So you’re not processing anymore. You’re not selling anymore. And so since the standard reserve withholding period is about 120 days, I mean you’re going to know pretty much right after the merchant is terminated, whether or not there’s going to be a run on chargebacks on the product. So the visa rules say that the amount of the reserve has to be reasonable as compared to the amount of risk involved. And so when you go back and say that the ticket price is like a hundred bucks or 150 bucks, there’re going to know whether the customer is satisfied with the product or it’s garbage and they’re going to be charging back. So it just doesn’t make sense to me how risk could justify holding $480,000 for 540 days.

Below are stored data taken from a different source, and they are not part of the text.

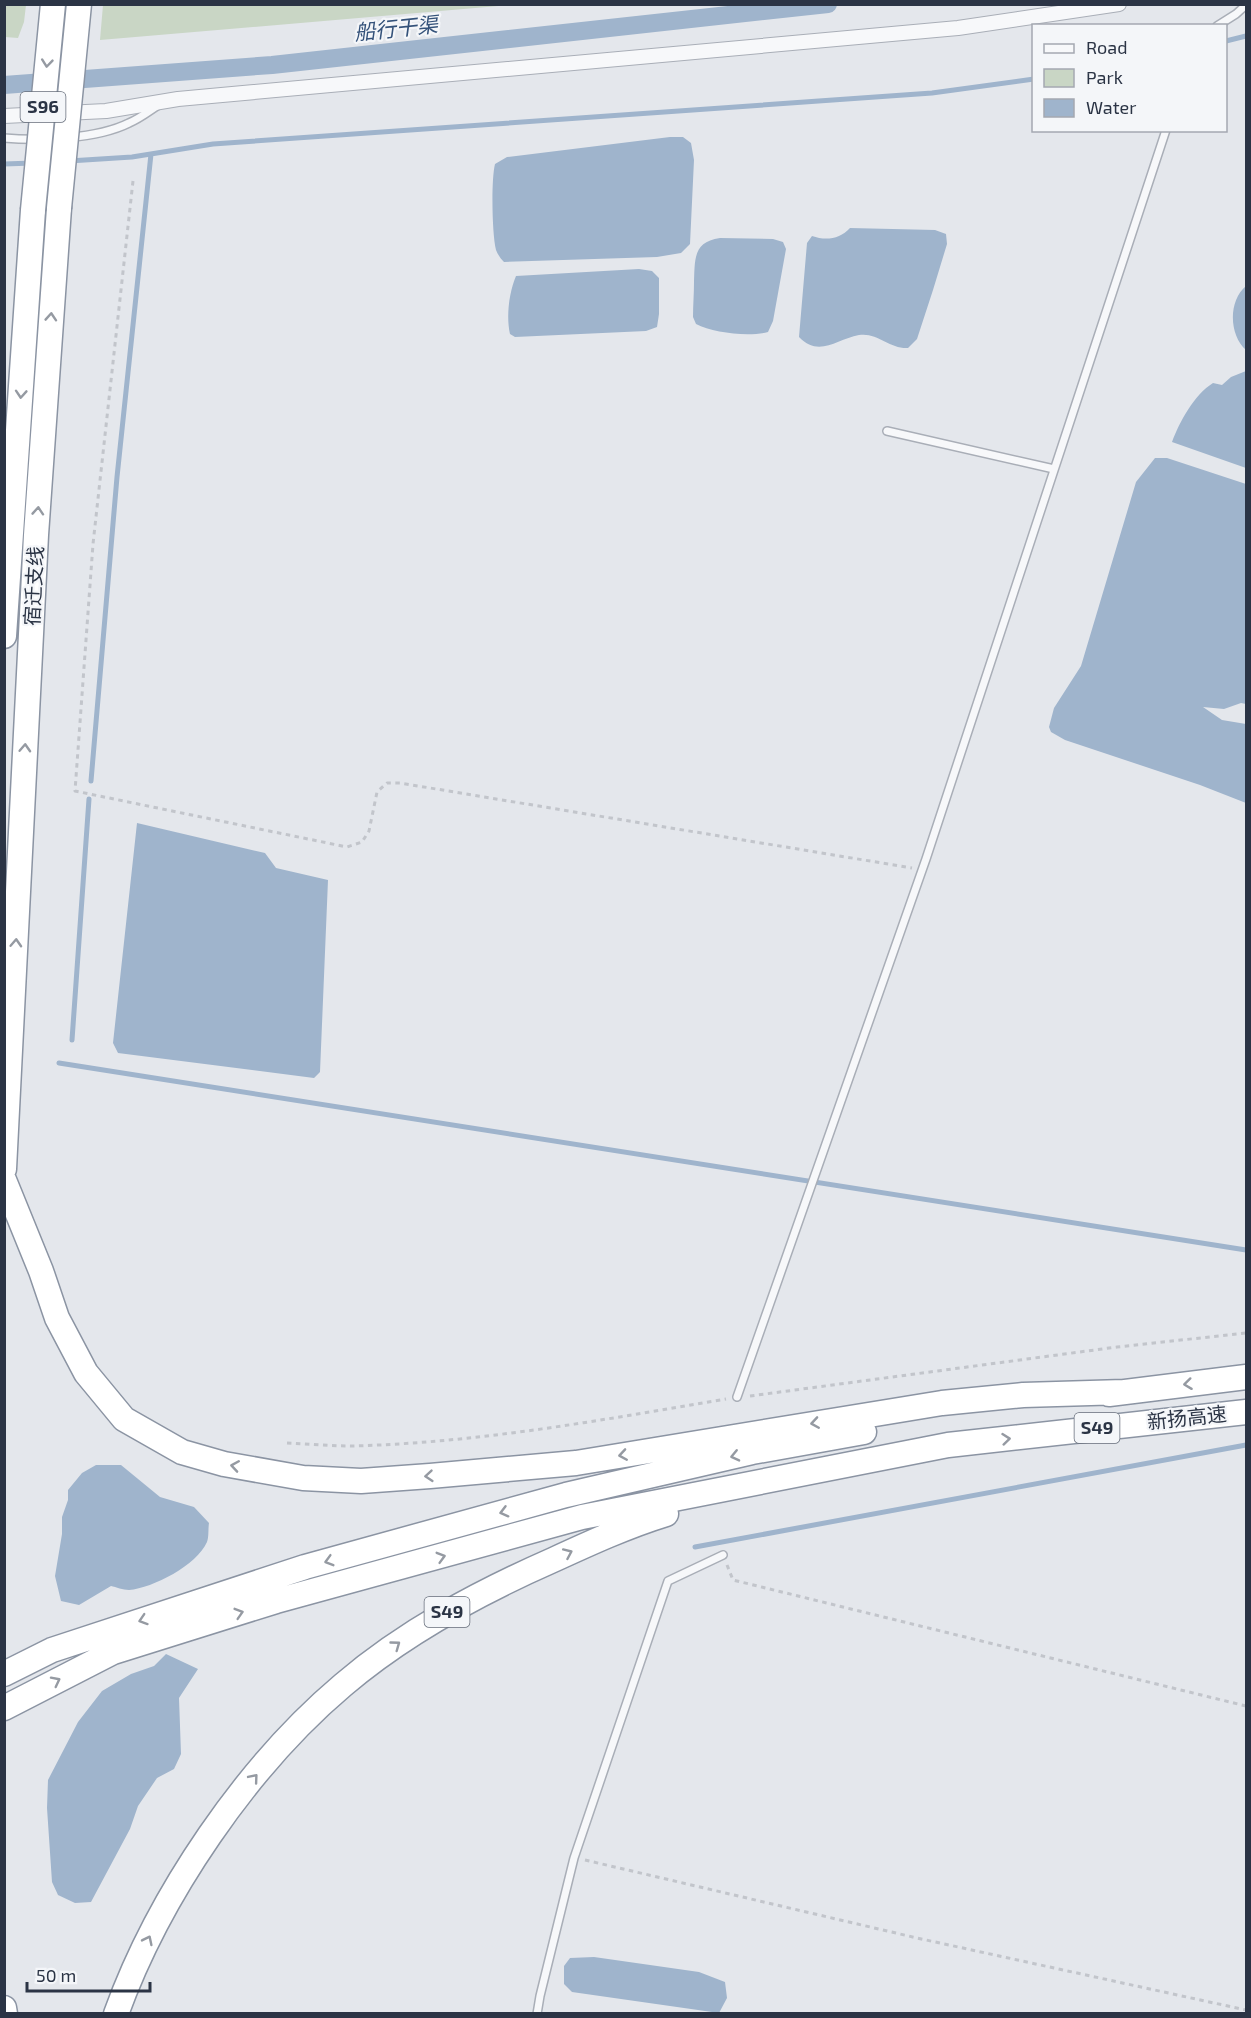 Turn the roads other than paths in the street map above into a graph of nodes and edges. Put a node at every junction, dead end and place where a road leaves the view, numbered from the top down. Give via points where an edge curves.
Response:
1 (53, 4) edge
2 (79, 4) edge
3 (1119, 4) edge
4 (1246, 5) edge
5 (1220, 24) edge
6 (165, 101) junction
7 (4, 116) edge
8 (1165, 132) edge
9 (4, 138) edge
10 (887, 430) dead end
11 (1054, 469) junction
12 (4, 636) edge
13 (4, 1169) edge
14 (4, 1180) edge
15 (1246, 1377) edge
16 (1124, 1392) junction
17 (737, 1397) road end
18 (1246, 1412) edge
19 (948, 1445) junction
20 (723, 1555) road end
21 (4, 1674) edge
22 (4, 1708) edge
23 (4, 2008) edge
24 (5, 2013) edge
25 (116, 2013) edge
26 (537, 2013) edge

1 -> 12 highway, 宿迁支线 / S96, bridge via 33,210
13 -> 2 highway, 宿迁支线 / S96, bridge via 36,536 58,208
3 - 6 street via 958,28
4 - 5 lane
6 - 7 street via 106,111
6 - 9 lane via 129,124 103,132 53,139
8 - 11 lane
10 - 11 lane
11 - 17 lane via 922,869
16 -> 14 highway via 1023,1395 942,1403 576,1463 430,1476 361,1481 303,1478 224,1464 182,1452 124,1419 86,1373 57,1318
15 -> 16 highway, 新扬高速 / S49
16 -> 21 highway, S49 via 945,1417 752,1452 566,1495 305,1568 52,1650
19 -> 18 highway, 新扬高速 / S49
22 -> 19 highway via 114,1652 276,1601 582,1517
25 -> 19 highway, S49 via 149,1936 223,1815 299,1727 343,1684 400,1642 507,1580 639,1522
20 - 26 lane via 668,1581 574,1858
23 - 24 highway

I’ve seen reserve periods as high as that one. And our client in this case was really indignant about how could they do this? And then I looked at the agreement and it’s right there. They signed it. They

James Huber (08:39):

Signed it. You said they can hold

Bryce Van De Moere (08:40):

This. So it was clear that the merchant or the merchant representative had not read the agreement. And it’s then that we have to get involved. And that’s usually the biggest hurdle that we’ve helped to overcome is that they’ve agreed to this,

James Huber (08:55):

They’ve agreed to it, but it does not fly in the public opinion. When we’re advising our clients that are holding these reserves, and there’s one law firm in particular that’s made their mark, they love going after these reserve funds. They attack your bank relationship, they attack your sales agent, they attack everything just to create hell. And it can be effective sometimes, but when you get to most of these agreements have an arbitration agreement. When you get to an arbitration agreement, I mean one, by the time you get there, the time has elapsed and they’ve been going, oh look, we’ve been incurring all these costs and fees and we can withhold this thing. But I generally advise even our ISO processor clients of you can’t just hold onto this forever, but there are situations, let’s say it’s a bust out account where they make it look cool, everything’s going along, and then it’s fraud.

(09:55):

They’re doing that to get the processing, and then they’re charging it all back because they’re using, I mean, it’s hard to use that many stolen cards now, but there are running fake transactions. So there are scenarios, and then there are other scenarios where, look, the FTC loves going after these online nutraceutical merchants or selling timeshares where it’s going, no, I’m going to get an FTC subpoena and they’re going to come knock in and they’re going to say, why’d you give them money back to them? I mean, the FTC doesn’t really say that, but there are certain investigative agencies that will go, oh, good, you held on the money. Good boy. Go on your way. And if not, you don’t want them digging around in your books. You’re not a bank. And the ISOs and processors aren’t holding the money, but by most of the time, they’re the ones in control.

(10:54):

Eventually people keep looking at this and it could blow the lid on the whole operation and make it actually harder for online merchants to get processing. So it’s the interesting thing about the merchant processing industry is because it works well with very little regulation, because people need this, if you start putting all these rules in place, online businesses, a lot of ’em go away selling vitamins or whatever that people really like to buy. You won’t be able to do it online. You’re going to go to the vitamin store. Have you ever been in a vitamin store? Yeah. You have been in the vitamin store.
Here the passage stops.